Elevating what could have been pure cheese into high art, Samuel Fuller's The Naked Kiss is a pulp-fiction melodrama of the best kind. Fuller's personal brand of gritty, gutsy and overt filmmaking here is in full effect. It's in-your-face, confrontational, and gloriously sappy. We're introduced to our heroine, Kelly, played by Constance Towers, in a well-composed opening sequence of violence. She's swinging madly at her pimp with her purse, the camera lurching and swinging in unison and we, the audience are also jarred by the bald image of her head. After beating him up and taking her hard-earned cash, she gets in front of the mirror and proceeds to put on her wig as if none of this has phased her one bit. Kelly, trying to give up prostitution, moves to a small town and doesn't take long to "befriend" the local cop. She rents a room in a house and gets a job as a medical assistant caring for children at the local hospital and begins to feel like her past is getting further behind her. At the hospital she becomes a local saint of sorts, caring for the children, teaching them life lessons, helping out the other nurses with their personal problems, saving a woman from going down a wayward path. She even meets a well-off man named J. L. Grant, relation to the town's founder, and decides to marry him after a short but intense courtship. Of course, not is all as it appears. Dark secrets are lurking in the shadows of this iconic mainstreet USA.
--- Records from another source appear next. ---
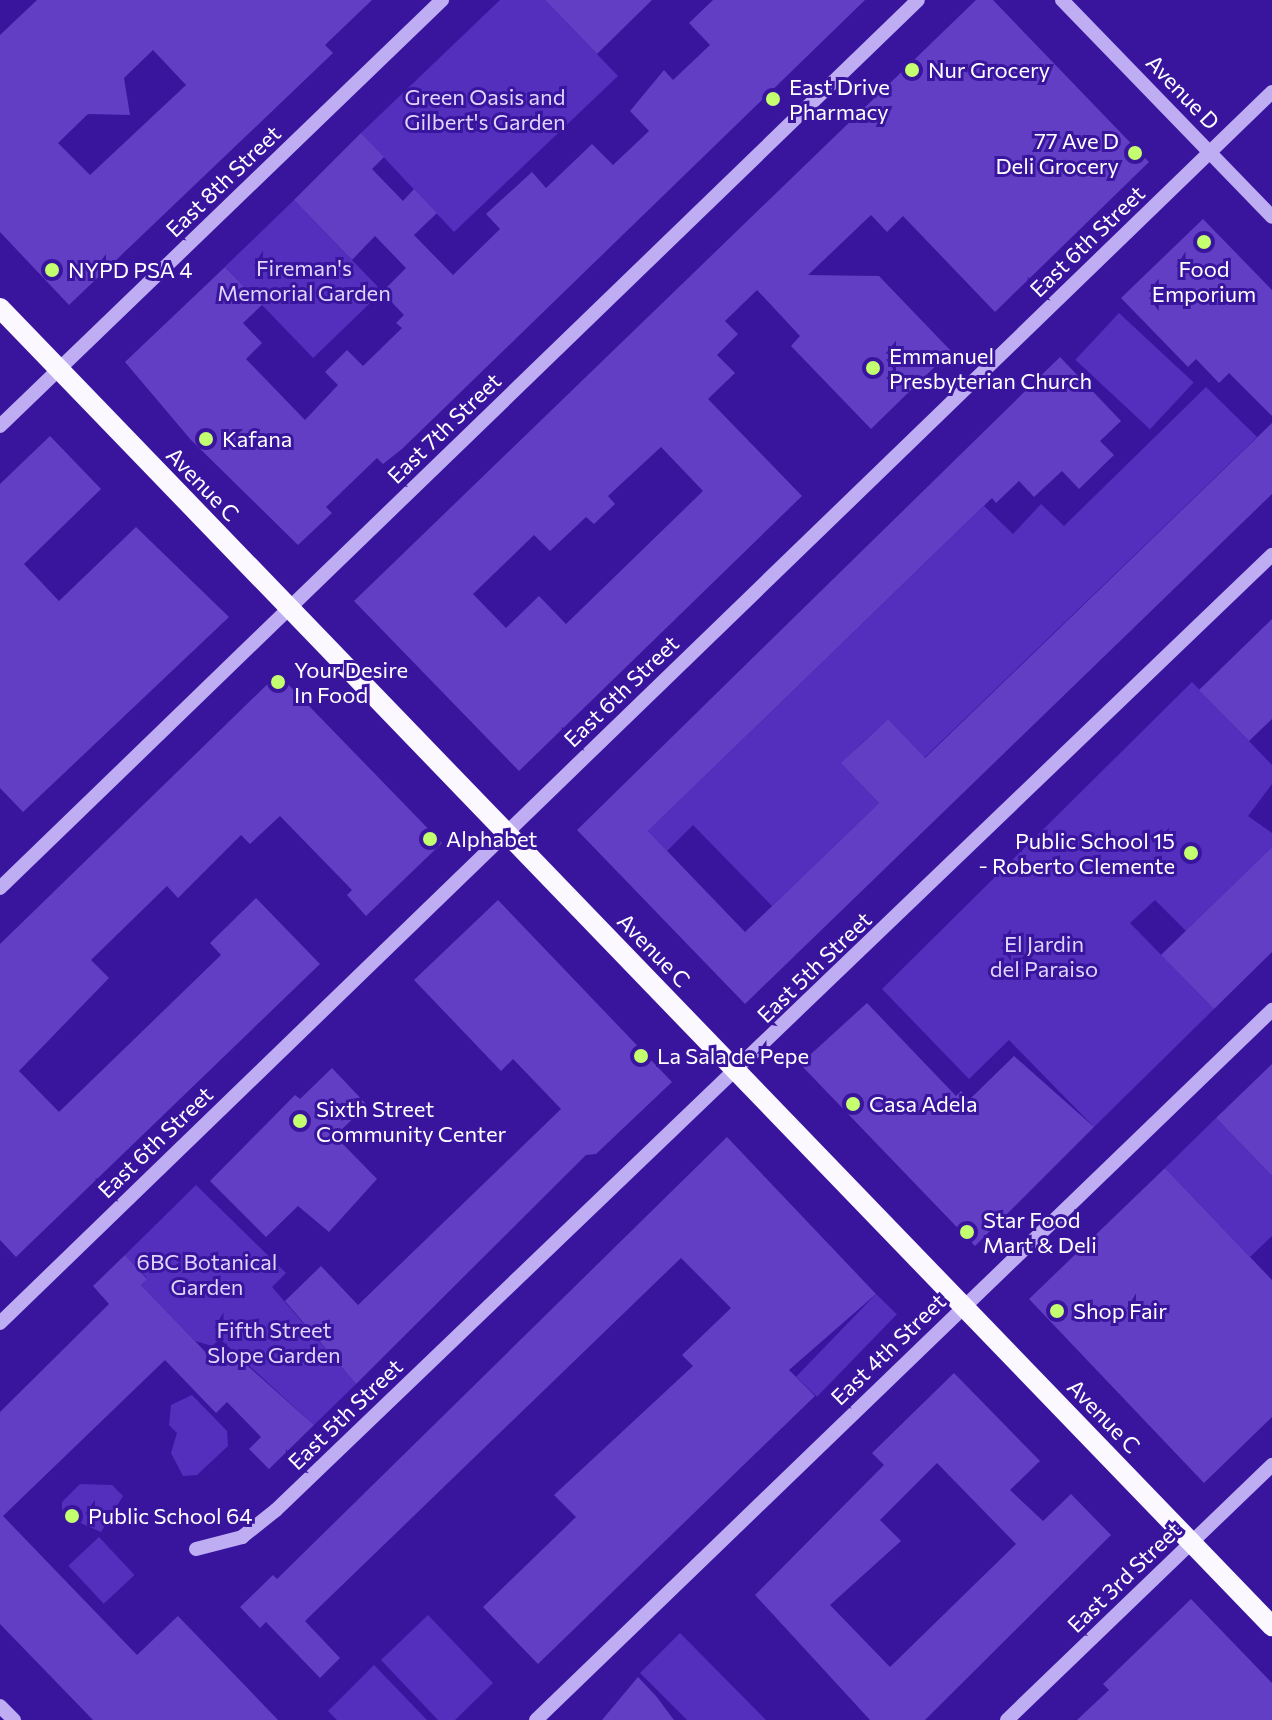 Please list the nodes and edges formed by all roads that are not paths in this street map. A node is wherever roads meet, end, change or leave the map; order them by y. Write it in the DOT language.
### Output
graph roads {
  1 [pos="442,0"];
  2 [pos="918,0"];
  3 [pos="1062,0"];
  4 [pos="1272,92"];
  5 [pos="1211,152"];
  6 [pos="1272,217"];
  7 [pos="0,308"];
  8 [pos="59,369"];
  9 [pos="0,426"];
  10 [pos="1272,555"];
  11 [pos="290,608"];
  12 [pos="507,833"];
  13 [pos="0,888"];
  14 [pos="1272,1010"];
  15 [pos="737,1071"];
  16 [pos="964,1306"];
  17 [pos="0,1323"];
  18 [pos="1272,1465"];
  19 [pos="1192,1542"];
  20 [pos="196,1549"];
  21 [pos="1272,1626"];
  22 [pos="0,1706"];
  23 [pos="14,1720"];
  24 [pos="536,1720"];
  25 [pos="1007,1720"];
  1 -- 8 [label="street, East 8th Street"];
  2 -- 11 [label="street, East 7th Street"];
  3 -- 5 [label="street, Avenue D"];
  4 -- 5 [label="street, East 6th Street"];
  5 -- 6 [label="street, Avenue D"];
  5 -- 12 [label="street, East 6th Street"];
  7 -- 8 [label="main road, Avenue C"];
  8 -- 9 [label="street, East 8th Street"];
  8 -- 11 [label="main road, Avenue C"];
  10 -- 15 [label="street, East 5th Street"];
  11 -- 12 [label="main road, Avenue C"];
  11 -- 13 [label="street, East 7th Street"];
  12 -- 15 [label="main road, Avenue C"];
  12 -- 17 [label="street, East 6th Street"];
  14 -- 16 [label="street, East 4th Street"];
  15 -- 16 [label="main road, Avenue C"];
  15 -- 20 [label="street, East 5th Street"];
  16 -- 19 [label="main road, Avenue C"];
  16 -- 24 [label="street, East 4th Street"];
  18 -- 19 [label="street, East 3rd Street"];
  19 -- 21 [label="main road, Avenue C"];
  19 -- 25 [label="street, East 3rd Street"];
  22 -- 23 [label="street"];
} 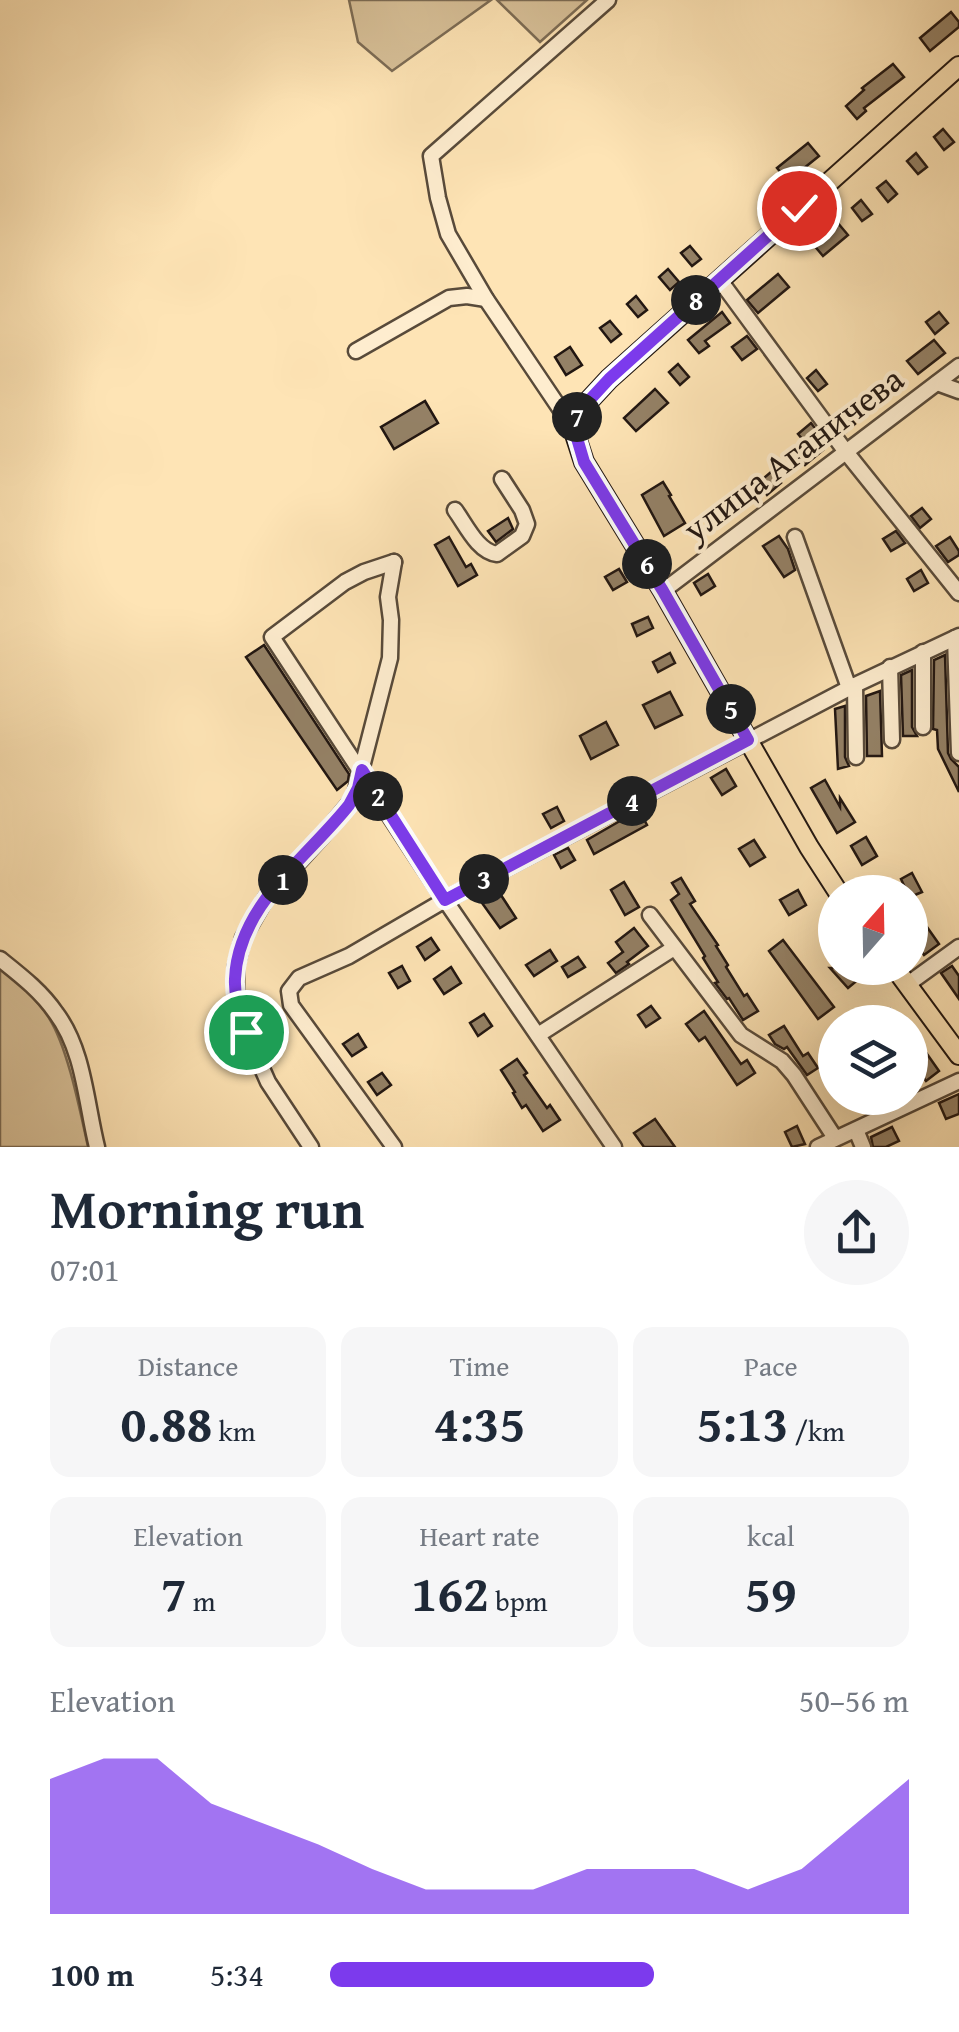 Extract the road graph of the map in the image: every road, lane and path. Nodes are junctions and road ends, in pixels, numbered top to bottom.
1 (608, 0) edge
2 (959, 66) edge
3 (719, 279) junction
4 (486, 299) junction
5 (356, 351) dead end
6 (959, 366) edge
7 (937, 383) junction
8 (959, 391) edge
9 (574, 428) junction
10 (846, 452) junction
11 (502, 479) dead end
12 (456, 510) dead end
13 (795, 537) dead end
14 (663, 591) junction
15 (959, 592) edge
16 (957, 637) edge
17 (923, 652) junction
18 (890, 668) junction
19 (852, 687) junction
20 (923, 727) dead end
21 (748, 740) junction
22 (892, 740) dead end
23 (959, 753) edge
24 (856, 757) dead end
25 (362, 770) junction
26 (827, 875) edge
27 (445, 900) junction
28 (650, 916) dead end
29 (959, 947) edge
30 (674, 948) junction
31 (0, 958) edge
32 (928, 969) edge
33 (909, 985) edge
34 (538, 1035) junction
35 (959, 1055) edge
36 (959, 1081) edge
37 (856, 1130) junction
38 (836, 1138) junction
39 (97, 1147) edge
40 (311, 1147) edge
41 (394, 1147) edge
42 (614, 1147) edge
43 (818, 1147) edge
44 (863, 1147) edge

1 - 4 street
2 - 3 main road
3 - 9 main road
3 - 10 street
4 - 5 street
4 - 9 street
6 - 7 street, улица Аганичева
7 - 8 street
7 - 10 street, улица Аганичева
9 - 14 main road
10 - 14 street, улица Аганичева
10 - 15 street
11 - 12 street
13 - 19 street
14 - 21 main road
16 - 17 street
16 - 23 street
17 - 18 street
17 - 20 street
18 - 19 street
18 - 22 street
19 - 21 street
19 - 24 street
21 - 26 main road
21 - 27 street
25 - 25 street
25 - 27 street
25 - 40 street
27 - 34 street
27 - 41 street
28 - 30 street
29 - 32 street
30 - 34 street
30 - 38 street
31 - 39 street
33 - 35 main road
34 - 42 street
36 - 37 street
37 - 38 street
37 - 44 street
38 - 43 street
Melodrama when done right can be very entertaining. Sometimes it's talked about in mostly negative terms, but when utilized by a director who understands its impact, it can be used to highlight hypocrisy, challenge repressive ways of thinking, or to heighten emotion beyond that which can be accomplished through realism. Douglas Sirk's films like All That Heaven Allows (1955) are a perfect example of melodrama done artfully and classically. Rainer Werner Fassbinder was another director who utilized melodrama, albeit with a tinge more realism in films like Ali: Fear Eats the Soul (1974). Pedro Almodovar has fully embraced melodrama throughout his career and was most successful in Talk to Her (2002). Fuller takes this type of melodrama to the extremes of taste though by examining the personal life of a prostitute, making her into a heroine of Frank Capra-esque proportions, flaunting conventions and challenging the audience to hold its prejudices at the door.
Constance Towers has a difficult role to play in this film. She's got to be melodramatic, but make us believe we should actually care about her. She's also alternately sweet and vicious, turning on a dime and capable of swift, brutal violence and justice. She cares for the physically impaired children in one scene and beats a brothel owner in another and somehow makes both extremes believable for this character. I think Fuller's script is filled with hammy moments at times, but Towers always comes out looking empowered and in control, never like she's forcing it. In the final 30 minutes of the film, the story takes a surprising and well-timed turn, bringing everything in the plot to a completeness that could not have been accomplished in another way. Sam Fuller manages to always surprise the audience with an honesty and openness that are still refreshing today. His films hold up remarkably well and his influence can still be seen in the films of Quentin Tarantino among others. The Naked Kiss is a supreme example of the power of Fuller's filmmaking.